Shake ‘N Bake chicken is a reasonable choice compared to fried chicken, but it’s not as clean as seasoning and baking chicken yourself. The coating mix adds only 30 calories per serving, contains no fat, and skips the deep fryer entirely. The trade-off is a dose of refined flour, 180 mg of sodium per piece, and a few ultra-processed ingredients like maltodextrin and high fructose corn syrup.
What’s Actually in the Coating Mix
The original chicken flavor lists enriched wheat flour and enriched bleached wheat flour as its first two ingredients, followed by maltodextrin, salt, and canola oil. Further down the list you’ll find high fructose corn syrup, dried garlic, celery seed, paprika, and natural flavor. There are no partially hydrogenated oils or trans fats in the current formula. The FDA phased those out of the food supply with a final compliance date of January 2021.
One serving (enough to coat a single piece of chicken) contains 30 calories, zero grams of fat, 180 mg of sodium, and 1 gram of protein. Those numbers look modest on their own, but most people eat two or three pieces in a meal, which pushes the sodium from the coating alone to 360 to 540 mg. The federal Dietary Guidelines recommend staying under 2,300 mg of sodium per day, so a three-piece serving accounts for roughly a quarter of that limit before you add any sides.
Baked vs. Fried: The Real Advantage
The biggest health argument for Shake ‘N Bake is what it replaces. A 100-gram serving of oven-roasted chicken breast contains about 165 calories and 3.6 grams of fat. The same amount of extra-crispy fried chicken (with skin and breading) jumps to 268 calories and 16.6 grams of fat. That’s nearly five times the fat content. Shake ‘N Bake lands closer to the oven-roasted end of that spectrum because the chicken bakes in the oven rather than sitting in oil. You get the satisfaction of a crispy coating without absorbing fat from a deep fryer.
If your alternative is ordering fried chicken or making it at home in a pot of oil, switching to Shake ‘N Bake is a meaningful upgrade in terms of calories and fat. If your alternative is plain baked chicken with herbs, the mix doesn’t offer a nutritional advantage.
The Ultra-Processed Question
Under the NOVA food classification system used by nutrition researchers, Shake ‘N Bake qualifies as an ultra-processed product. The defining markers are industrial ingredients like maltodextrin (a starchy filler used to bulk up texture and carry flavor) and high fructose corn syrup, both of which appear on the label. Neither ingredient is present in large amounts per serving, but they signal a level of processing you won’t find in a homemade spice blend.

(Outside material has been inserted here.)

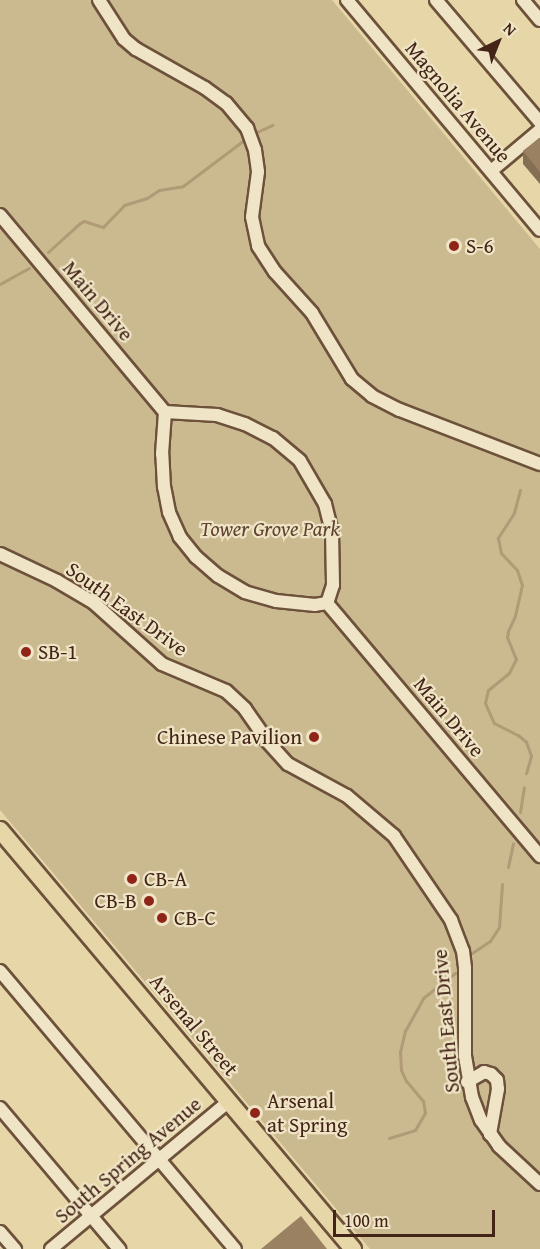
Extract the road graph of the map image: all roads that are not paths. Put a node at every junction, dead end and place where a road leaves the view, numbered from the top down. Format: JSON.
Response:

Whether that matters depends on the rest of your diet. If you eat mostly whole foods and use the mix occasionally for a quick weeknight dinner, the small amount of processing in a coating packet is unlikely to move the needle. If you’re actively trying to reduce ultra-processed foods across your meals, this is one of the easier swaps to make at home.
Sodium Adds Up Fast
Sodium is the ingredient worth watching most closely. At 180 mg per piece of chicken, the coating contributes a noticeable chunk of your daily budget, especially for kids. Children ages 4 through 8 should stay under 1,500 mg per day, and those 9 through 13 should stay under 1,800 mg. A two-piece serving of Shake ‘N Bake chicken accounts for about 24% of a younger child’s daily limit from the coating alone, not counting whatever salt is in the chicken itself or on the dinner plate beside it.
Homemade Alternatives That Work
Making your own coating takes about five minutes and lets you control sodium, skip refined flour, and avoid added sugars entirely. Several approaches produce a genuinely crispy result.

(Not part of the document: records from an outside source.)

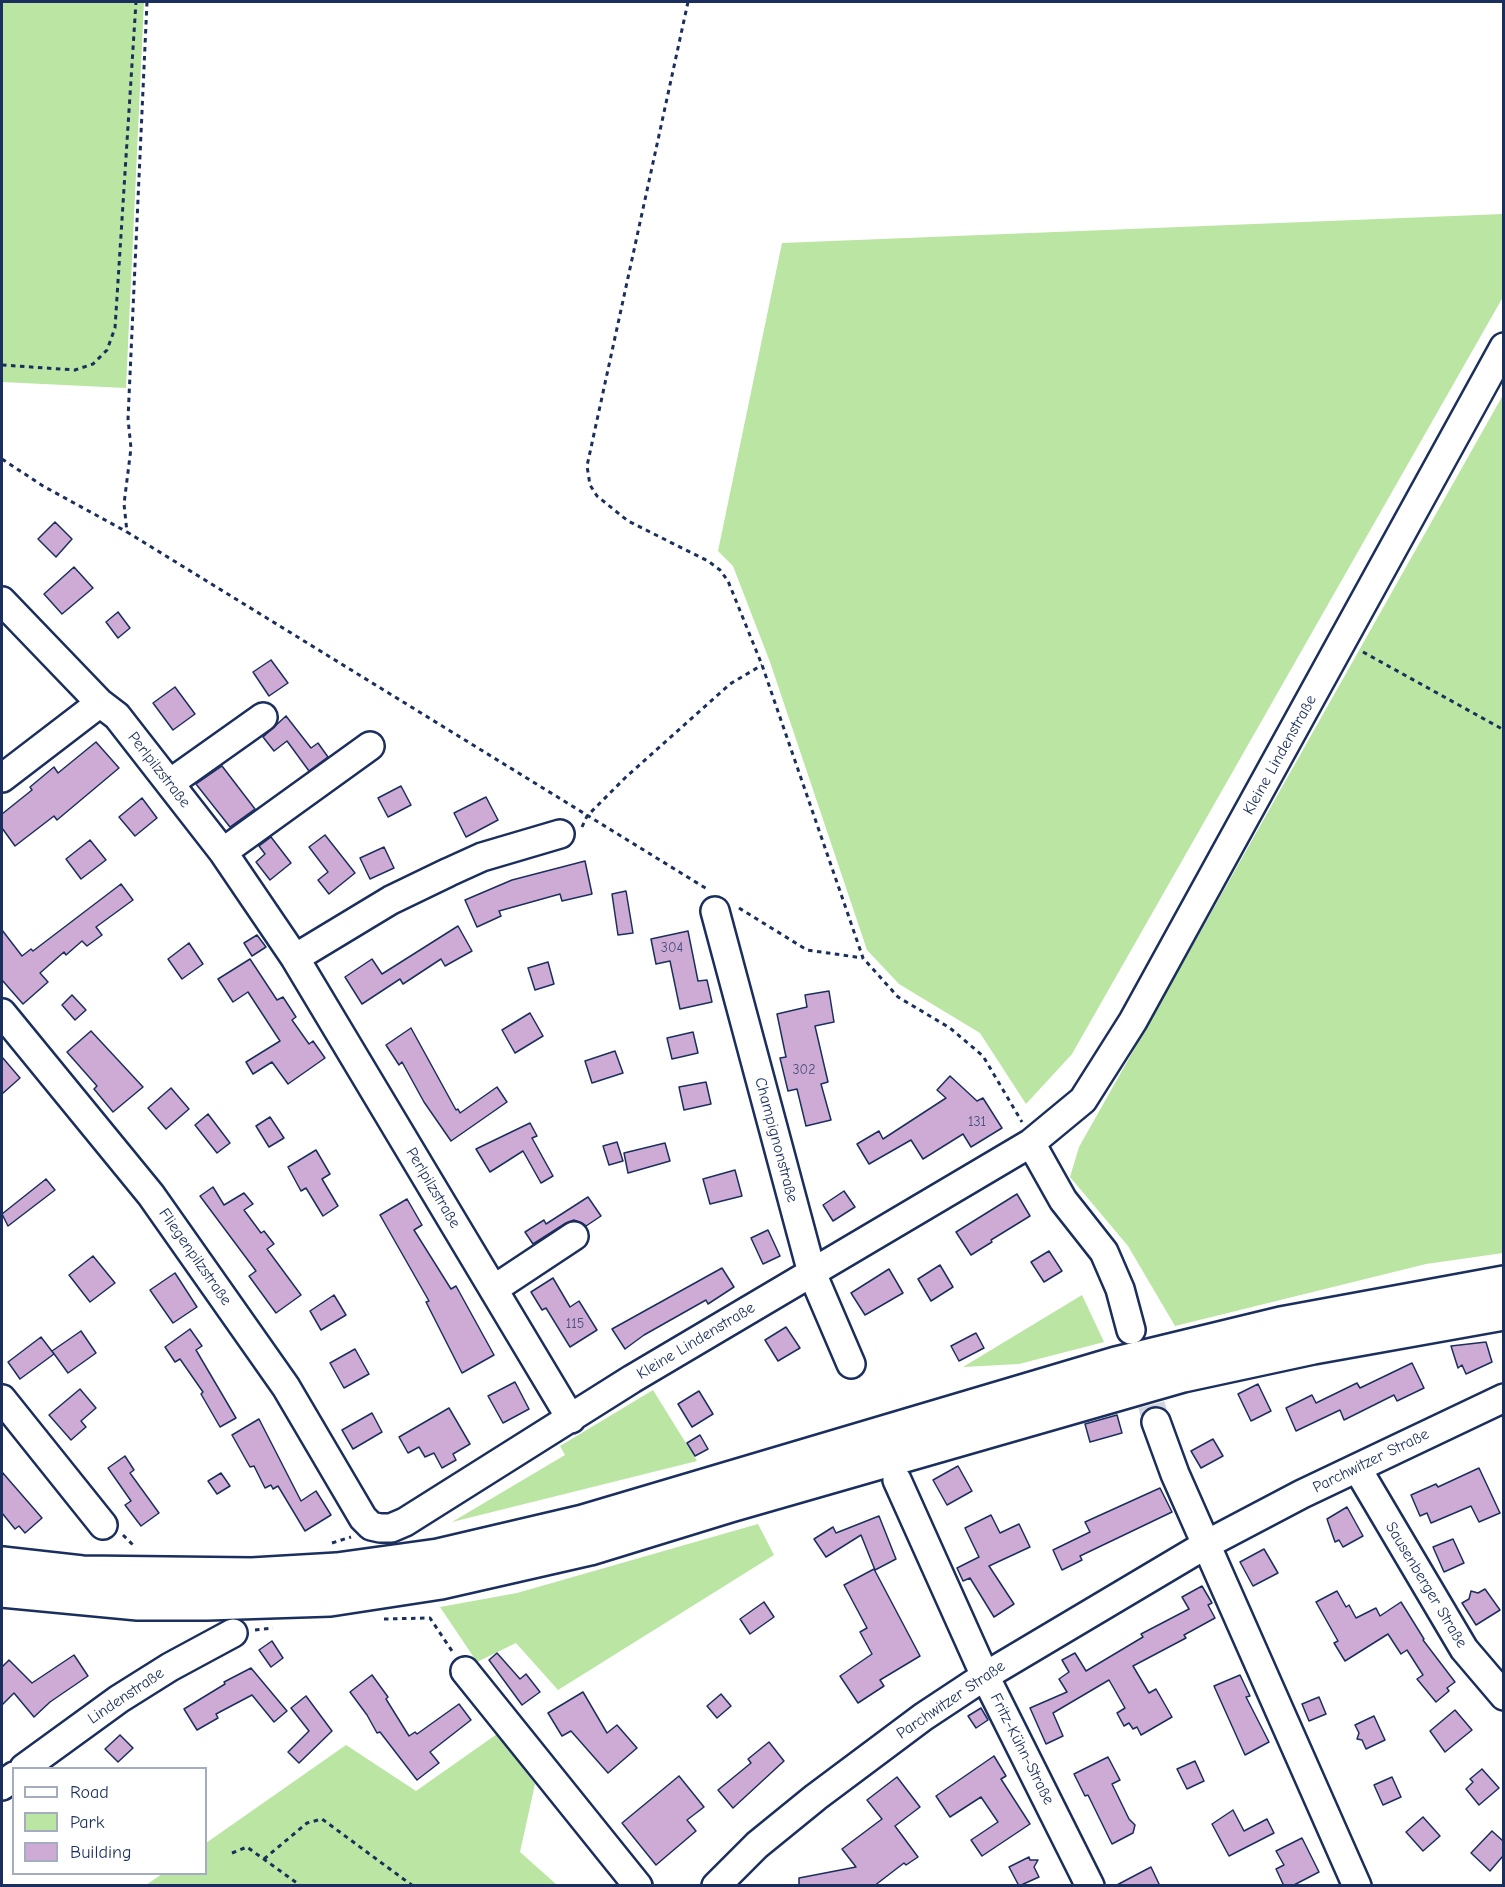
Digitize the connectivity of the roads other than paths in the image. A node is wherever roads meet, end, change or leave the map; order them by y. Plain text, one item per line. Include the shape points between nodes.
1 (1503, 347) edge
2 (2, 601) edge
3 (100, 703) junction
4 (263, 717) dead end
5 (370, 746) dead end
6 (2, 778) edge
7 (170, 783) junction
8 (560, 834) dead end
9 (223, 852) junction
10 (723, 904) road end
11 (295, 958) junction
12 (2, 1013) edge
13 (1031, 1143) junction
14 (574, 1236) dead end
15 (812, 1273) junction
16 (1503, 1283) edge
17 (494, 1289) junction
18 (1503, 1313) edge
19 (1131, 1330) dead end
20 (851, 1364) dead end
21 (1503, 1398) edge
22 (2, 1399) edge
23 (571, 1419) junction
24 (1156, 1422) tunnel mouth
25 (1357, 1468) junction
26 (897, 1480) dead end
27 (363, 1518) joint
28 (103, 1525) dead end
29 (1207, 1544) junction
30 (2, 1564) edge
31 (2, 1590) edge
32 (233, 1633) road end
33 (465, 1671) road end
34 (985, 1676) junction
35 (1503, 1696) edge
36 (23, 1767) edge
37 (638, 1886) edge
38 (716, 1886) edge
39 (1090, 1886) edge
40 (1357, 1886) edge

1 - 13 street, Kleine Lindenstraße via 1133,1021 1083,1100
2 - 3 street, Perlpilzstraße
3 - 6 street
3 - 7 street, Perlpilzstraße via 117,716
4 - 7 street
5 - 9 street
7 - 9 street, Perlpilzstraße
8 - 11 street via 482,857 449,872 391,900
9 - 11 street, Perlpilzstraße
10 - 15 street, Champignonstraße
11 - 17 street, Perlpilzstraße
12 - 27 street, Fliegenpilzstraße via 151,1195 286,1387
13 - 15 street, Kleine Lindenstraße
13 - 19 street via 1063,1200 1104,1252 1120,1288
14 - 17 street
15 - 20 street, Champignonstraße
15 - 23 street, Kleine Lindenstraße
16 - 30 highway via 1281,1324 1116,1364 583,1522 438,1556 337,1570 252,1575 82,1573
17 - 23 street, Perlpilzstraße
18 - 31 highway via 1183,1375 590,1548 441,1582 330,1599 207,1603 138,1603
21 - 25 street, Parchwitzer Straße
22 - 28 street
23 - 27 street, Kleine Lindenstraße via 405,1522 380,1528
24 - 29 street
25 - 29 street, Parchwitzer Straße
25 - 35 street, Sausenberger Straße via 1464,1649
26 - 34 street, Fritz-Kühn-Straße
29 - 34 street, Parchwitzer Straße
29 - 40 street
32 - 36 street, Lindenstraße via 119,1699
33 - 37 street
34 - 38 street, Parchwitzer Straße via 816,1797 757,1845
34 - 39 street, Fritz-Kühn-Straße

- Almond flour and herbs: Mix almond flour with paprika, garlic powder, onion powder, salt, and pepper. Pat the chicken dry, brush lightly with olive oil or egg wash, and press the coating on. Bake at 400°F until the internal temperature hits 165°F. You get a golden crust, extra protein, and healthy fats from the almonds.
- Chickpea flour: Common in Indian cooking, chickpea flour (besan) creates a crisp, slightly nutty coating and adds fiber and protein that refined wheat flour doesn’t.
- Crushed nuts or seeds: Finely ground pecans, pumpkin seeds, or sunflower seeds work as breading and add omega fatty acids, zinc, and magnesium. Combine with Parmesan cheese for extra flavor and browning.
- Parmesan and spices only: A simple mix of grated Parmesan, garlic powder, and Italian seasoning forms a crust on its own without any flour at all. This is one of the lowest-carb options available.
- Spice rub with baking powder: For chicken wings especially, a thin coating of baking powder mixed with spices (no flour needed) draws moisture from the skin and produces a surprisingly crispy exterior in the oven or air fryer.
Any of these can be prepped in bulk and stored in a jar, giving you the same grab-and-go convenience as the boxed mix. You’ll cut sodium by half or more, eliminate the refined flour and corn syrup, and end up with chicken that tastes less like a product and more like something you actually seasoned yourself.